PROMPT: Please return every entry below exactly as written, without any of its pictures.

· · ·

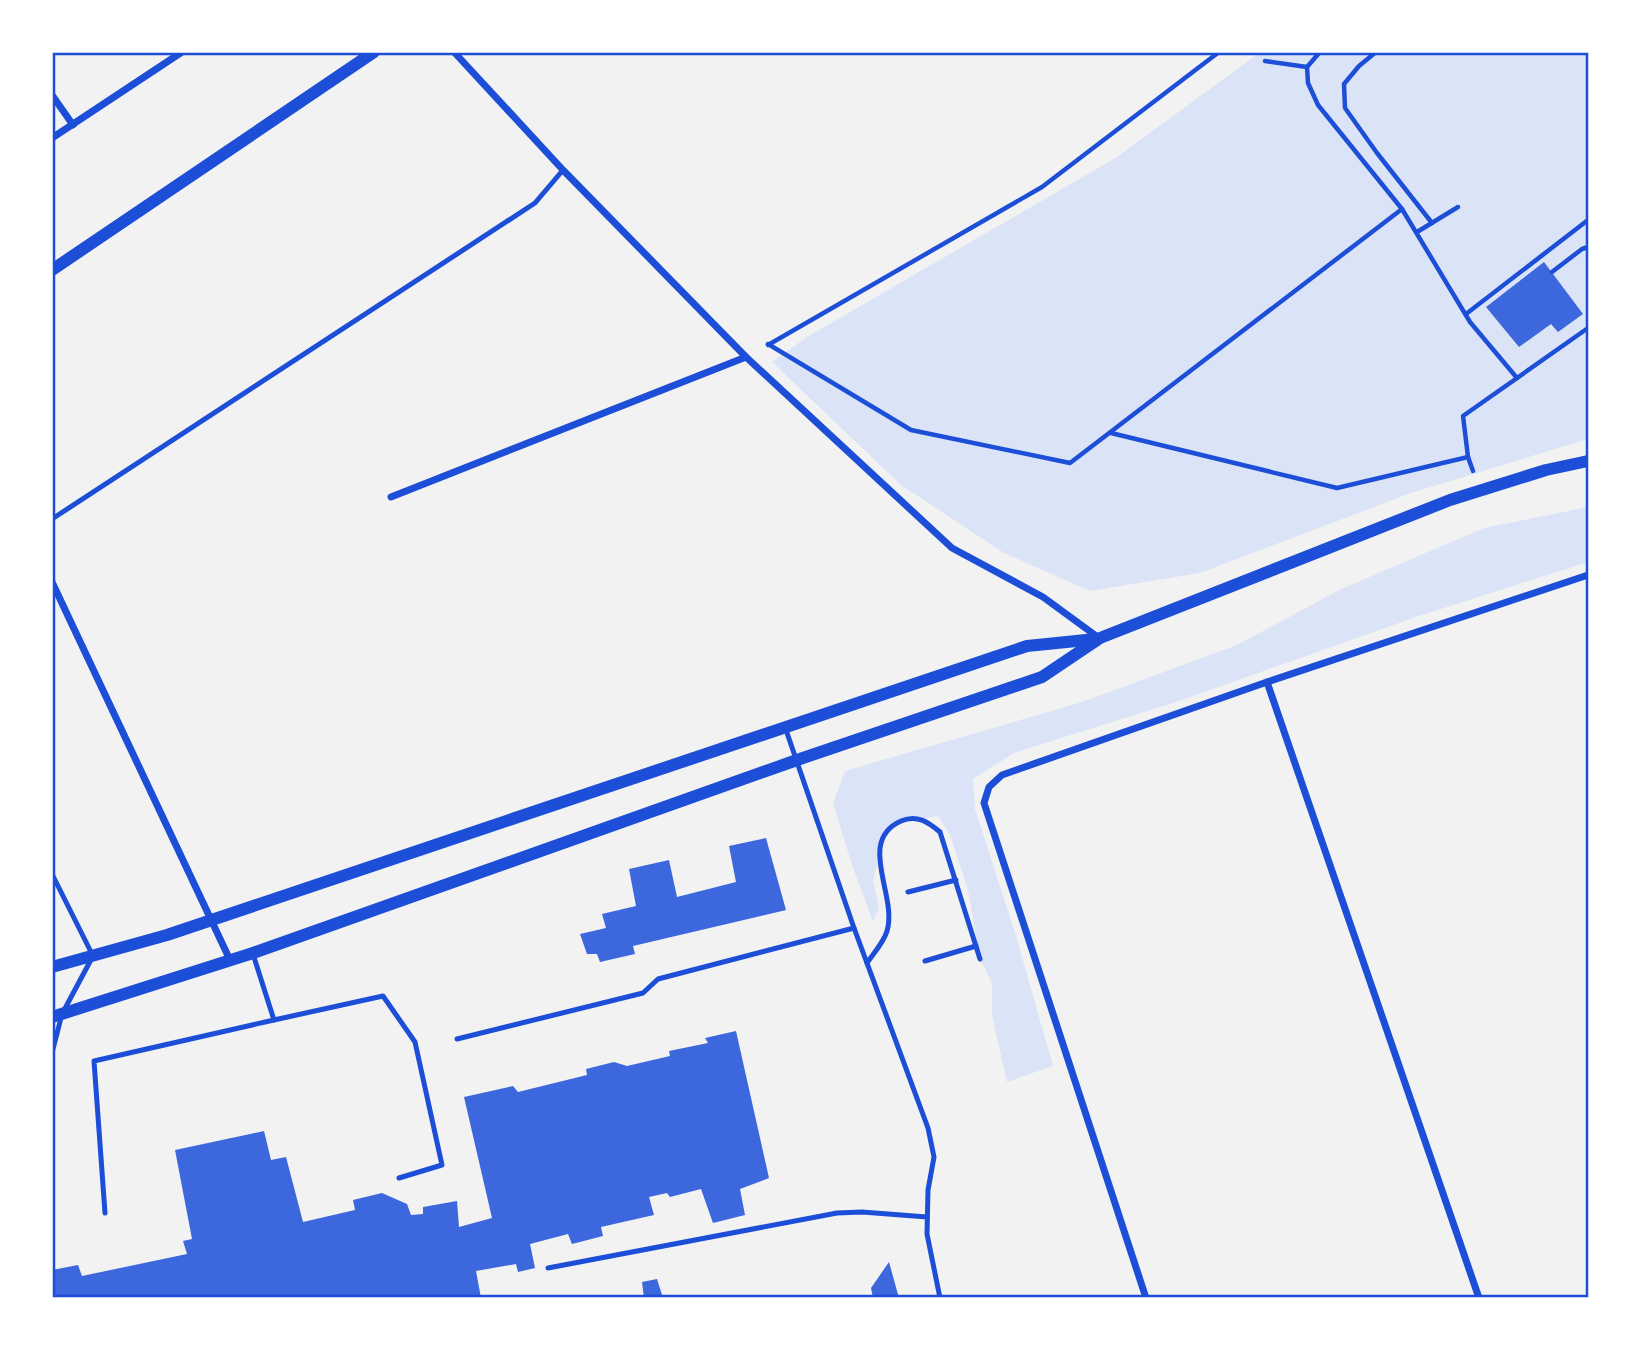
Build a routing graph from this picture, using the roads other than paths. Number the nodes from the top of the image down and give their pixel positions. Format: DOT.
graph roads {
  1 [pos="182,52"];
  2 [pos="374,52"];
  3 [pos="454,52"];
  4 [pos="52,94"];
  5 [pos="73,125"];
  6 [pos="52,138"];
  7 [pos="563,170"];
  8 [pos="52,270"];
  9 [pos="746,357"];
  10 [pos="1588,461"];
  11 [pos="391,497"];
  12 [pos="52,519"];
  13 [pos="1588,575"];
  14 [pos="52,582"];
  15 [pos="1100,638"];
  16 [pos="1267,682"];
  17 [pos="785,727"];
  18 [pos="797,760"];
  19 [pos="52,874"];
  20 [pos="956,880"];
  21 [pos="908,892"];
  22 [pos="211,919"];
  23 [pos="855,928"];
  24 [pos="976,946"];
  25 [pos="253,953"];
  26 [pos="93,956"];
  27 [pos="980,959"];
  28 [pos="230,960"];
  29 [pos="925,961"];
  30 [pos="867,963"];
  31 [pos="52,967"];
  32 [pos="57,1016"];
  33 [pos="274,1020"];
  34 [pos="457,1040"];
  35 [pos="52,1053"];
  36 [pos="398,1178"];
  37 [pos="105,1213"];
  38 [pos="927,1217"];
  39 [pos="548,1268"];
  40 [pos="940,1297"];
  41 [pos="1146,1297"];
  42 [pos="1479,1297"];
  1 -- 5 [label="street"];
  2 -- 8 [label="street"];
  3 -- 7 [label="street"];
  4 -- 5 [label="street"];
  5 -- 6 [label="street"];
  7 -- 9 [label="street"];
  7 -- 12 [label="lane"];
  9 -- 11 [label="street"];
  9 -- 15 [label="street"];
  10 -- 15 [label="street"];
  13 -- 16 [label="street"];
  14 -- 22 [label="street"];
  15 -- 17 [label="street"];
  15 -- 18 [label="street"];
  16 -- 41 [label="street"];
  16 -- 42 [label="street"];
  17 -- 18 [label="lane"];
  17 -- 22 [label="street"];
  18 -- 23 [label="lane"];
  18 -- 25 [label="street"];
  19 -- 26 [label="lane"];
  20 -- 21 [label="lane"];
  20 -- 24 [label="lane"];
  20 -- 30 [label="lane"];
  22 -- 26 [label="street"];
  22 -- 28 [label="street"];
  23 -- 30 [label="lane"];
  23 -- 34 [label="lane"];
  24 -- 27 [label="lane"];
  24 -- 29 [label="lane"];
  25 -- 28 [label="street"];
  25 -- 33 [label="lane"];
  26 -- 31 [label="street"];
  26 -- 32 [label="lane"];
  28 -- 32 [label="street"];
  30 -- 38 [label="lane"];
  32 -- 35 [label="lane"];
  33 -- 36 [label="lane"];
  33 -- 37 [label="lane"];
  38 -- 39 [label="lane"];
  38 -- 40 [label="lane"];
}
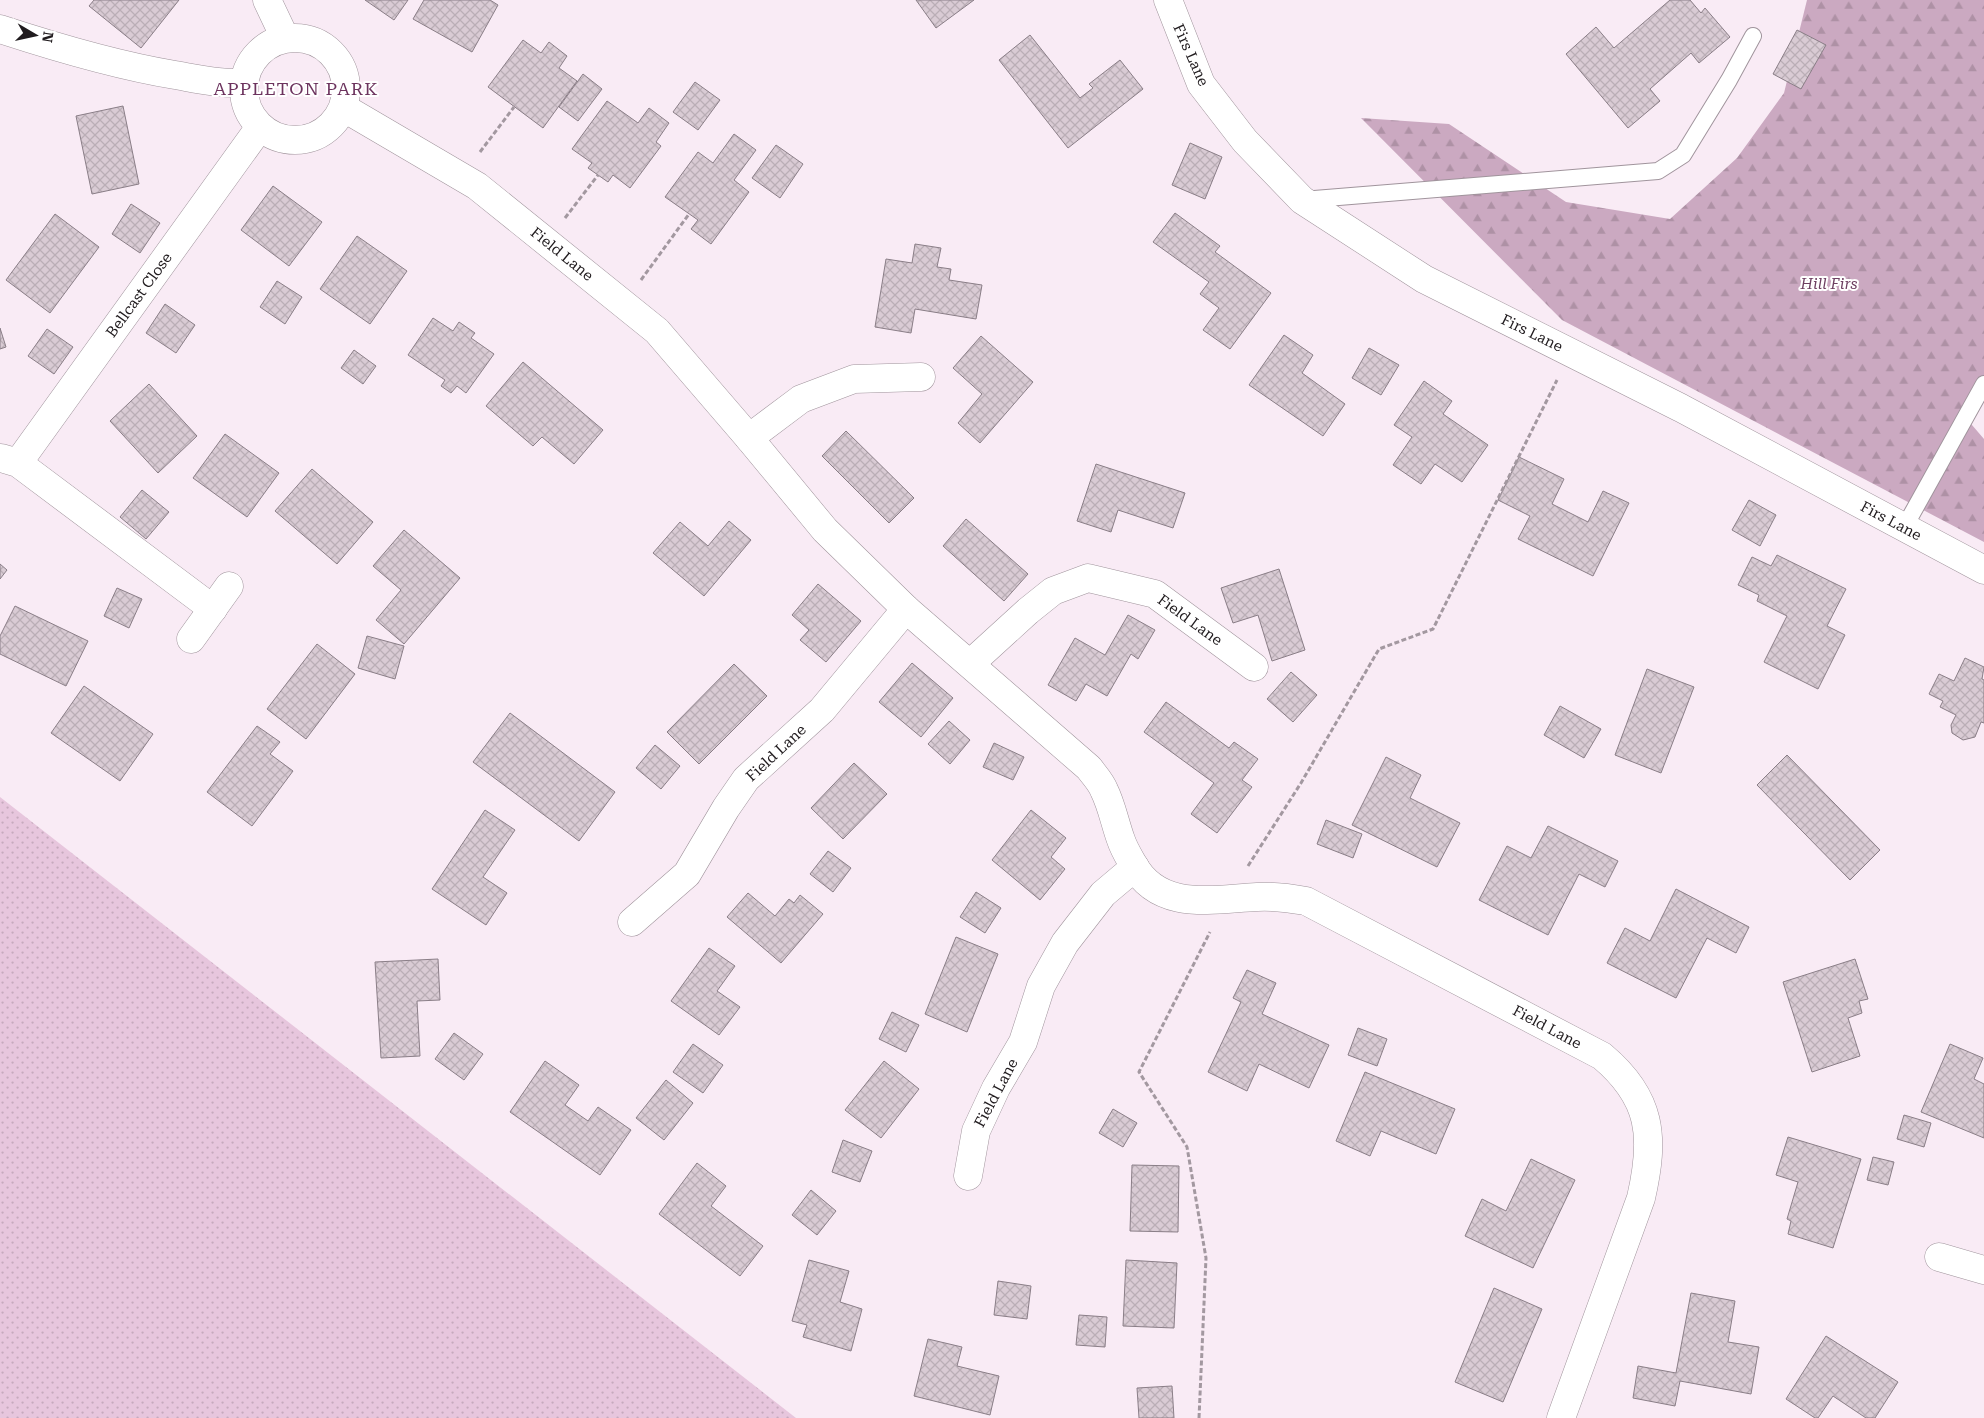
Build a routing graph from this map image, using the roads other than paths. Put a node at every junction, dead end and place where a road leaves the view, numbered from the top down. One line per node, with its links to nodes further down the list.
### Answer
1 (267, 0): 5 (street)
2 (1168, 0): 9 (street, Firs Lane)
3 (0, 29): 6 (street)
4 (1753, 36): 9 (lane)
5 (284, 38): 6 (street); 7 (street)
6 (244, 83): 8 (street)
7 (344, 108): 8 (street); 12 (street, Field Lane)
8 (260, 127): 13 (street, Bellcast Close)
9 (1302, 200): 14 (street, Firs Lane)
10 (921, 376): 12 (street)
11 (1984, 384): 14 (lane)
12 (750, 438): 18 (street, Field Lane)
13 (9, 460): 17 (street, Bellcast Close)
14 (1904, 528): 15 (street, Firs Lane)
15 (1984, 570)
16 (229, 586): 17 (street)
17 (213, 608): 19 (street)
18 (906, 609): 20 (street, Field Lane); 23 (street, Field Lane)
19 (190, 639)
20 (971, 664): 21 (street, Field Lane); 22 (street, Field Lane)
21 (1254, 668)
22 (1135, 867): 24 (street, Field Lane); 27 (street, Field Lane)
23 (632, 922)
24 (968, 1176)
25 (1939, 1257): 26 (street)
26 (1984, 1270)
27 (1561, 1418)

· · ·

RESULT OF THE TASK:
Build a routing graph from this picture, using the roads other than paths. Number the nodes from the top of the image down and give their pixel positions. Format: DOT.
graph roads {
  1 [pos="182,52"];
  2 [pos="374,52"];
  3 [pos="454,52"];
  4 [pos="52,94"];
  5 [pos="73,125"];
  6 [pos="52,138"];
  7 [pos="563,170"];
  8 [pos="52,270"];
  9 [pos="746,357"];
  10 [pos="1588,461"];
  11 [pos="391,497"];
  12 [pos="52,519"];
  13 [pos="1588,575"];
  14 [pos="52,582"];
  15 [pos="1100,638"];
  16 [pos="1267,682"];
  17 [pos="785,727"];
  18 [pos="797,760"];
  19 [pos="52,874"];
  20 [pos="956,880"];
  21 [pos="908,892"];
  22 [pos="211,919"];
  23 [pos="855,928"];
  24 [pos="976,946"];
  25 [pos="253,953"];
  26 [pos="93,956"];
  27 [pos="980,959"];
  28 [pos="230,960"];
  29 [pos="925,961"];
  30 [pos="867,963"];
  31 [pos="52,967"];
  32 [pos="57,1016"];
  33 [pos="274,1020"];
  34 [pos="457,1040"];
  35 [pos="52,1053"];
  36 [pos="398,1178"];
  37 [pos="105,1213"];
  38 [pos="927,1217"];
  39 [pos="548,1268"];
  40 [pos="940,1297"];
  41 [pos="1146,1297"];
  42 [pos="1479,1297"];
  1 -- 5 [label="street"];
  2 -- 8 [label="street"];
  3 -- 7 [label="street"];
  4 -- 5 [label="street"];
  5 -- 6 [label="street"];
  7 -- 9 [label="street"];
  7 -- 12 [label="lane"];
  9 -- 11 [label="street"];
  9 -- 15 [label="street"];
  10 -- 15 [label="street"];
  13 -- 16 [label="street"];
  14 -- 22 [label="street"];
  15 -- 17 [label="street"];
  15 -- 18 [label="street"];
  16 -- 41 [label="street"];
  16 -- 42 [label="street"];
  17 -- 18 [label="lane"];
  17 -- 22 [label="street"];
  18 -- 23 [label="lane"];
  18 -- 25 [label="street"];
  19 -- 26 [label="lane"];
  20 -- 21 [label="lane"];
  20 -- 24 [label="lane"];
  20 -- 30 [label="lane"];
  22 -- 26 [label="street"];
  22 -- 28 [label="street"];
  23 -- 30 [label="lane"];
  23 -- 34 [label="lane"];
  24 -- 27 [label="lane"];
  24 -- 29 [label="lane"];
  25 -- 28 [label="street"];
  25 -- 33 [label="lane"];
  26 -- 31 [label="street"];
  26 -- 32 [label="lane"];
  28 -- 32 [label="street"];
  30 -- 38 [label="lane"];
  32 -- 35 [label="lane"];
  33 -- 36 [label="lane"];
  33 -- 37 [label="lane"];
  38 -- 39 [label="lane"];
  38 -- 40 [label="lane"];
}
Build a routing graph from this map image, using the roads other than paths. Put a node at every junction, dead end and place where a road leaves the view, numbered from the top down. One line per node, with its links to nodes further down the list.
### Answer
1 (267, 0): 5 (street)
2 (1168, 0): 9 (street, Firs Lane)
3 (0, 29): 6 (street)
4 (1753, 36): 9 (lane)
5 (284, 38): 6 (street); 7 (street)
6 (244, 83): 8 (street)
7 (344, 108): 8 (street); 12 (street, Field Lane)
8 (260, 127): 13 (street, Bellcast Close)
9 (1302, 200): 14 (street, Firs Lane)
10 (921, 376): 12 (street)
11 (1984, 384): 14 (lane)
12 (750, 438): 18 (street, Field Lane)
13 (9, 460): 17 (street, Bellcast Close)
14 (1904, 528): 15 (street, Firs Lane)
15 (1984, 570)
16 (229, 586): 17 (street)
17 (213, 608): 19 (street)
18 (906, 609): 20 (street, Field Lane); 23 (street, Field Lane)
19 (190, 639)
20 (971, 664): 21 (street, Field Lane); 22 (street, Field Lane)
21 (1254, 668)
22 (1135, 867): 24 (street, Field Lane); 27 (street, Field Lane)
23 (632, 922)
24 (968, 1176)
25 (1939, 1257): 26 (street)
26 (1984, 1270)
27 (1561, 1418)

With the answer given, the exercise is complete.